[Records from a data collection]
Content starts

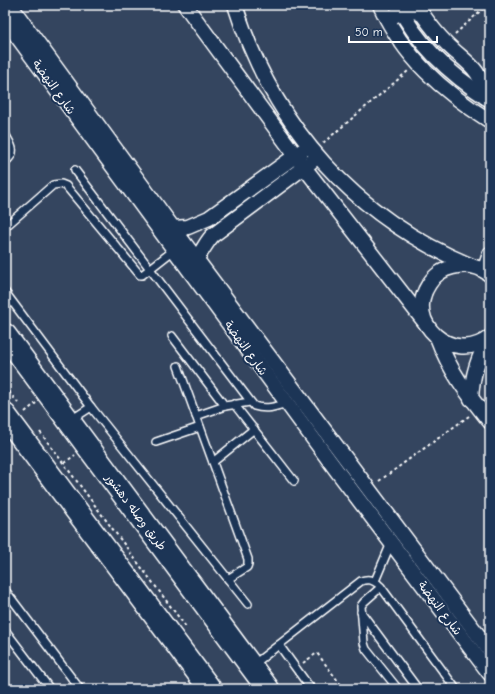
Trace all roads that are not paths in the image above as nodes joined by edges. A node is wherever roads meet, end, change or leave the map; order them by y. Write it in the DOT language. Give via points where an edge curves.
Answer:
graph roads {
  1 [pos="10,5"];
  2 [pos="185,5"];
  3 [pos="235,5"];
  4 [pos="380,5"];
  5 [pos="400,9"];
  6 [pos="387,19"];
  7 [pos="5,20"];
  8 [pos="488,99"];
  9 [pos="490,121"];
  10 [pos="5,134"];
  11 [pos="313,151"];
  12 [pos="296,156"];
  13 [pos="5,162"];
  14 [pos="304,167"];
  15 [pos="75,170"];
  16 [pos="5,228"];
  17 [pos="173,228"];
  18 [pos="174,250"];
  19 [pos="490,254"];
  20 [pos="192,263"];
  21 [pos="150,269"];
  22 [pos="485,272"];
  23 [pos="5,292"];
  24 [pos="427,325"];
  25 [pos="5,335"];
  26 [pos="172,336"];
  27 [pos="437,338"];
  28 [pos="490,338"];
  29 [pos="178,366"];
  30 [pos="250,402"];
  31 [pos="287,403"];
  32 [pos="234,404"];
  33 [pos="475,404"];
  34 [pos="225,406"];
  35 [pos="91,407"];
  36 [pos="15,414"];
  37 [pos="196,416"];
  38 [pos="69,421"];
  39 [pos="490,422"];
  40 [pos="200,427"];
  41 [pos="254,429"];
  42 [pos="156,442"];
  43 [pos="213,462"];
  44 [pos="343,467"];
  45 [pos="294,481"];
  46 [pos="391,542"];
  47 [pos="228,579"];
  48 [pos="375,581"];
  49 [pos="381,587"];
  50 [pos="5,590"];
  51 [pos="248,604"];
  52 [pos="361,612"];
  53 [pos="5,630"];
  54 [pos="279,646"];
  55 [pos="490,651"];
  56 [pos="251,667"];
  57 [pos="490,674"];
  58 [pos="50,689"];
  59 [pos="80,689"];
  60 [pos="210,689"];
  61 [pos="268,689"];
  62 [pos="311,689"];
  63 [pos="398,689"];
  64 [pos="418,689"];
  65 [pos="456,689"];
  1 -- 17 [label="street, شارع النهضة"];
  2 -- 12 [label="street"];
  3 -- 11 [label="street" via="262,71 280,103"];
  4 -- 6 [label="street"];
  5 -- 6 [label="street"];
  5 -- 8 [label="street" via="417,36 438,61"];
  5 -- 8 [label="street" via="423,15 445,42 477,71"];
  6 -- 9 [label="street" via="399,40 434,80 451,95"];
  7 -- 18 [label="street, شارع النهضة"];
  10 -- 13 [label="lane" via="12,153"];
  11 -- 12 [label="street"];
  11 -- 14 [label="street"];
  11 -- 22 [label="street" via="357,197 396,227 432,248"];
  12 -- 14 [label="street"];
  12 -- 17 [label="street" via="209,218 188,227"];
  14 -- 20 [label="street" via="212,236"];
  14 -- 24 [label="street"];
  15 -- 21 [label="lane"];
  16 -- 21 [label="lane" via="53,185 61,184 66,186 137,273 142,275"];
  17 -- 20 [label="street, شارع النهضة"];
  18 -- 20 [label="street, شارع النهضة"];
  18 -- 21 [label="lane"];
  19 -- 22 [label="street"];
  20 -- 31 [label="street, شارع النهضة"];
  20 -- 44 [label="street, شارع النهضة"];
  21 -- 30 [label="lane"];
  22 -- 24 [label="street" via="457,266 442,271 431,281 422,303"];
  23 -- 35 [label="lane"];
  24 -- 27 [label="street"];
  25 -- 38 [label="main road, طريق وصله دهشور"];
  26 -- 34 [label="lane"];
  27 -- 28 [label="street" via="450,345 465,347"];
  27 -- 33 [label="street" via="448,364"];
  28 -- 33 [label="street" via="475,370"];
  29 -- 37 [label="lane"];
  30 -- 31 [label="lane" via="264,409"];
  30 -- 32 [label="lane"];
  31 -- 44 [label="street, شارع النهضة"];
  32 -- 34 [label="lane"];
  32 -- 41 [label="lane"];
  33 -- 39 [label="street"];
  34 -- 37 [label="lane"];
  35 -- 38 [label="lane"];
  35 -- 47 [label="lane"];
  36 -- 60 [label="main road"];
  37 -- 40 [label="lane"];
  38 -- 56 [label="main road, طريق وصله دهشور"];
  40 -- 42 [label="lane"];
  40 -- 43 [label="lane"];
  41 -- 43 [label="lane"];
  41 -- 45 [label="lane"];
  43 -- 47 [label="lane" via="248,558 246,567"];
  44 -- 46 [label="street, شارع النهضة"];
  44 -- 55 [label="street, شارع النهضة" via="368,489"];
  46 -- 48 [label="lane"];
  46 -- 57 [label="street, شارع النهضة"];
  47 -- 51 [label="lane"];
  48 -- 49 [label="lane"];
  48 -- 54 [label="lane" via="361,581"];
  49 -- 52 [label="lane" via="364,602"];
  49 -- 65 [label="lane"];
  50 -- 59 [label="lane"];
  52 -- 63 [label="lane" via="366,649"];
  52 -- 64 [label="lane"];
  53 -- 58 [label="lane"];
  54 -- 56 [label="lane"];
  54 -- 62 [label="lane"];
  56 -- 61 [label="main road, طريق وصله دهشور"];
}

Content ends

### TASK DESCRIPTION
Only a number is expected: the count of lines in the entries that include the string "main".

### ANSWER
4